Following patient discharge, the first return visit to the outpatient clinic may occur within 10 to 14 days. During this visit and subsequent visits, standard foot, ankle, and lower extremity radiographs should be obtained for evaluation of the index procedure. In cases where either lower limb lengthening or compression arthrodesis occurs, radiographs of the adjacent uninvolved joints should similarly be included in the series to evaluate for potential joint incongruency. Patients may follow up every 1 to 2 weeks as needed during the active external fixation adjustment phase. In cases where a static circular external fixator was utilized and no postoperative corrections through the external fixator are occurring, visits may be spaced to every 3 to 4 weeks. In cases of arthrodesis or lower extremity
lengthening, an external bone stimulator may be applied to help facilitate the healing process. Several units have been made to be attached directly to the external fixator through an adaptor if needed during the postoperative period.

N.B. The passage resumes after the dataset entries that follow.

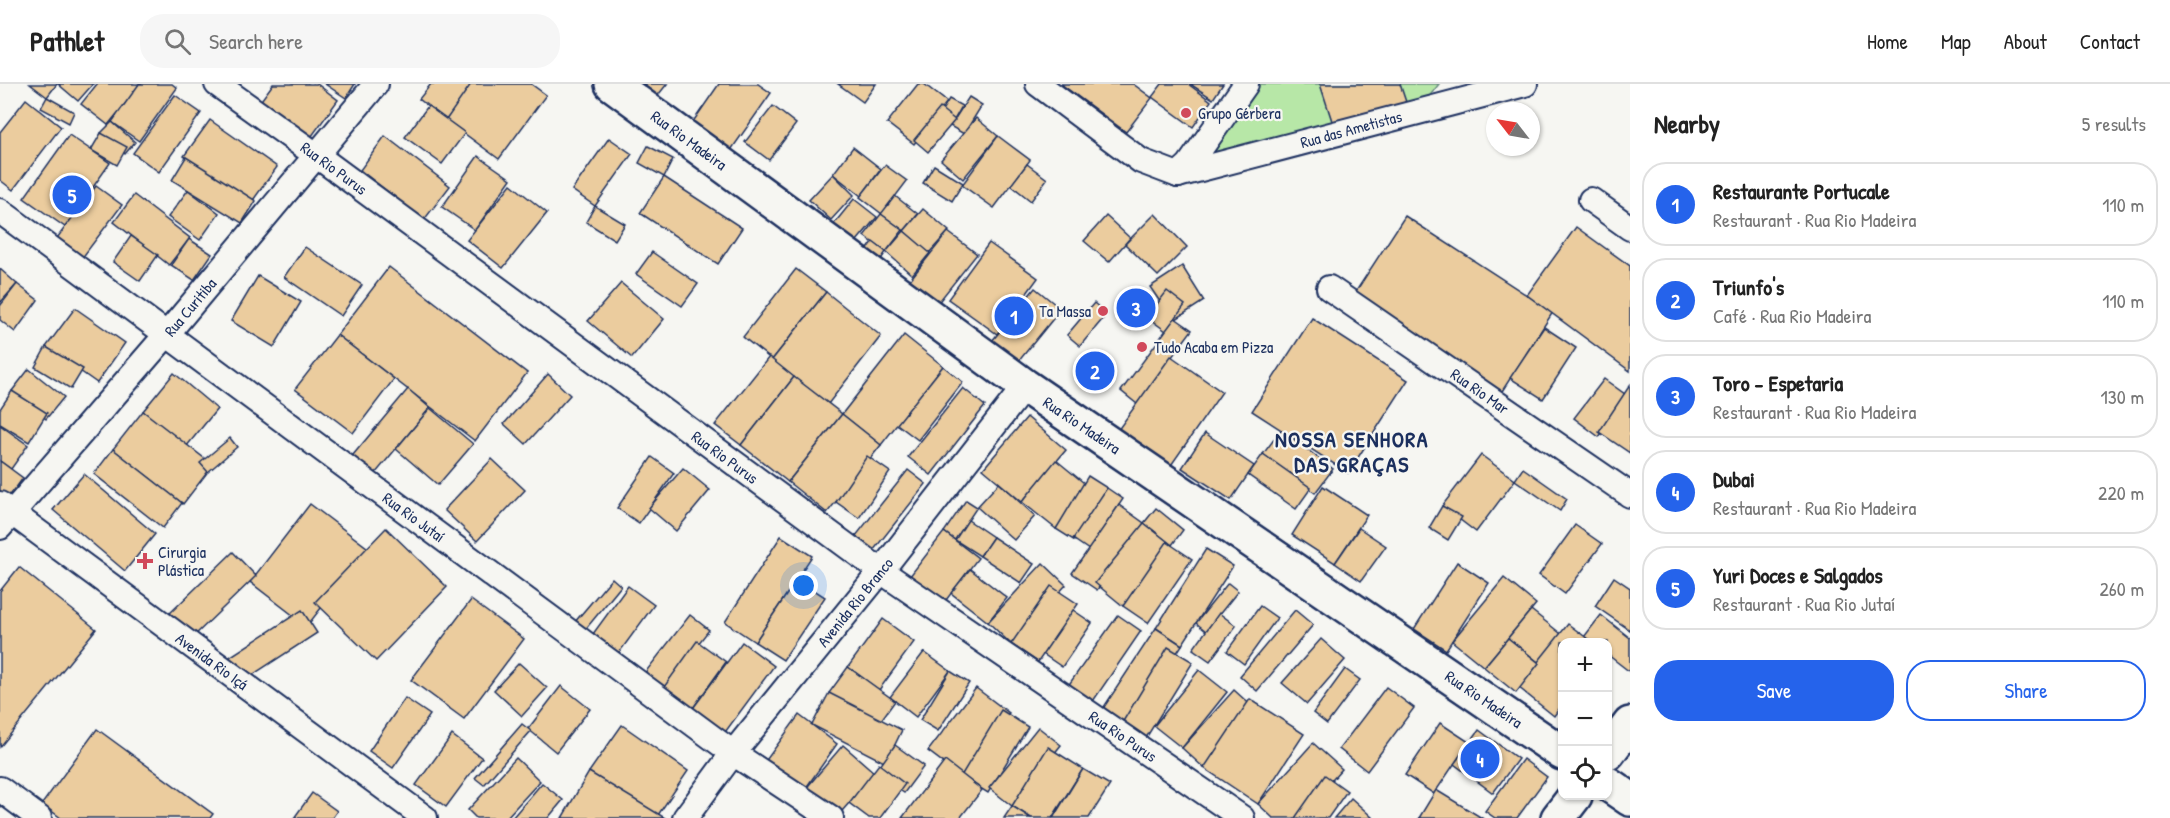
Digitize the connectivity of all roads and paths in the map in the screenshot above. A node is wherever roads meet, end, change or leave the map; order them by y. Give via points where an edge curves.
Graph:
1 (217, 84) edge
2 (376, 84) edge
3 (612, 84) edge
4 (1246, 84) edge
5 (1450, 84) edge
6 (1525, 84) edge
7 (1041, 85) edge
8 (1431, 108) junction
9 (316, 155) junction
10 (1178, 175) junction
11 (1591, 200) dead end
12 (0, 212) edge
13 (1630, 228) edge
14 (1329, 288) dead end
15 (167, 334) junction
16 (1025, 386) junction
17 (1630, 495) edge
18 (4, 514) edge
19 (881, 572) junction
20 (1630, 724) edge
21 (1612, 748) edge
22 (1558, 750) edge
23 (733, 753) junction
24 (1612, 787) edge
25 (0, 789) edge
26 (1630, 799) edge
27 (1571, 800) edge
28 (39, 818) edge
29 (424, 818) edge
30 (685, 818) edge
31 (831, 818) edge
32 (1242, 818) edge
33 (1558, 818) edge

1 - 9 street, Rua Rio Purus
2 - 9 street, Rua Curitiba
3 - 16 street, Rua Rio Madeira
4 - 10 street
5 - 8 street
6 - 8 street, Rua das Ametistas
7 - 10 street via 1141,161
8 - 10 street, Rua das Ametistas
9 - 15 street, Rua Curitiba
9 - 19 street, Rua Rio Purus
11 - 13 street
12 - 15 street, Rua Rio Jutaí
14 - 17 street, Rua Rio Mar
15 - 18 street, Rua Curitiba
15 - 23 street, Rua Rio Jutaí
16 - 19 street, Avenida Rio Branco
16 - 22 street, Rua Rio Madeira
18 - 29 street, Avenida Rio Içá
19 - 23 street, Avenida Rio Branco
19 - 32 street, Rua Rio Purus
20 - 21 street
23 - 30 street, Avenida Rio Branco
23 - 31 street, Rua Rio Jutaí
24 - 26 street
25 - 28 street
27 - 33 street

Wire/pin tract issues are the greatest potential complication and challenge following application of external fixators. Wire/pin vulnerability for irritation or infection is dependent on location, position of the transosseous wire or half-pin, the degree of soft tissue overlying the wire/pin site, external fixation stability, and risk for trauma during the postoperative period. In the immediate perioperative period, petroleum gauze wrapped around the pin sites combined with wire/pin sponges or Betadine-soaked adaptic dressings applied at the time of surgery meet the minimum needs. In the postoperative period, the initial wire/pin dressing needs to be inspected and cleaned and wire/pin sites may be addressed with normal saline alone, antibacterial soap and water, or Betadine-soaked non-adherent dressings. Irritants such as alcohol or peroxide should be avoided for risk of inflaming surrounding soft tissue. A bacterial ointment may be applied at the wire/pin interface followed by application of the dressing. Commercially available wire/pin sponges are now available that have silver-impregnated antibacterial properties which can be applied with a wire/pin clamp to minimize soft tissue excursion (see Chapter 5). Alternatively, a cut 2 × 2 in. or 4 × 4 in. in multiple layers combined with a Kerlix wrap allows minimal soft tissue excursion around the wires/pins, thus reducing risk for irritation or infection (see Chapter 5). Crusting around the wires/pins may develop and by itself is not a sign or increased risk for infection. The wire/pin crusts can be removed safely thus reducing the potential for trapping bacteria underneath the soft tissue crust (Figure 23.3). Wire/pins may be noted to demonstrate some redness in a zone around the wire/pin which blanches under pressure. This case is more related to wire/pin inflammation and a nonsteroidal anti-inflammatory may help with addressing discomfort associated with inflammation signs (Figure 23.4). Wire/pin irritation may increase as additional wire/pin tension develops in cases of compression or distraction osteogenesis. In these cases, the corresponding skin in front of the wire/pin may need to be released with a no. 11 blade (Figure 23.5). This technique can be performed under local anesthesia in the clinical setting when warranted.